§ STORED DATA:
== Segment start ==

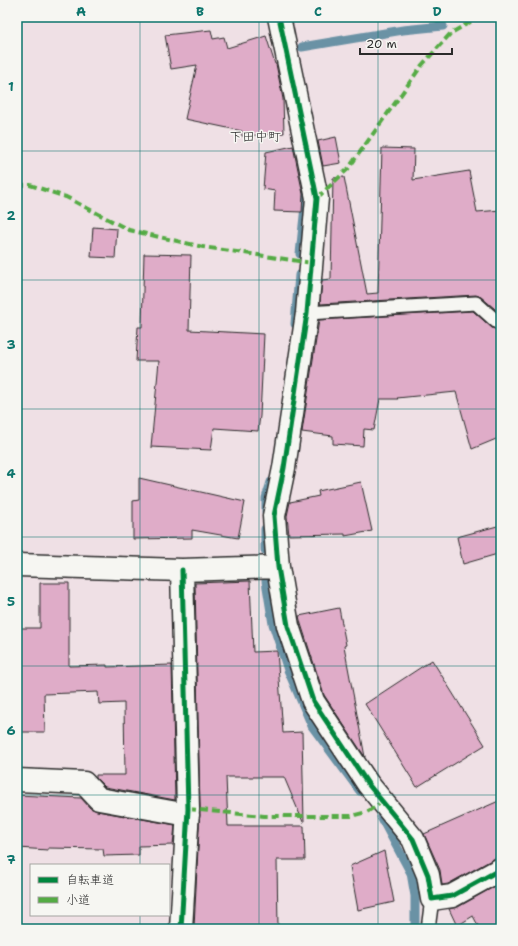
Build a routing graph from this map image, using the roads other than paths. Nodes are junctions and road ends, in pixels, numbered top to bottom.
1 (279, 17) edge
2 (307, 313) junction
3 (501, 322) edge
4 (17, 564) edge
5 (278, 567) junction
6 (182, 570) junction
7 (17, 780) edge
8 (188, 815) junction
9 (501, 869) edge
10 (432, 899) junction
11 (181, 929) edge
12 (428, 929) edge

1 - 2 street
2 - 3 lane
2 - 5 street
4 - 6 street
5 - 6 street
5 - 10 street
6 - 8 street
7 - 8 street
8 - 11 street
9 - 10 street
10 - 12 lane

== Segment end ==

§ ASSIGNMENT: Pictures omitted, give the entries again exactly.

§ ANSWER SECTION:
Build a routing graph from this map image, using the roads other than paths. Nodes are junctions and road ends, in pixels, numbered top to bottom.
1 (279, 17) edge
2 (307, 313) junction
3 (501, 322) edge
4 (17, 564) edge
5 (278, 567) junction
6 (182, 570) junction
7 (17, 780) edge
8 (188, 815) junction
9 (501, 869) edge
10 (432, 899) junction
11 (181, 929) edge
12 (428, 929) edge

1 - 2 street
2 - 3 lane
2 - 5 street
4 - 6 street
5 - 6 street
5 - 10 street
6 - 8 street
7 - 8 street
8 - 11 street
9 - 10 street
10 - 12 lane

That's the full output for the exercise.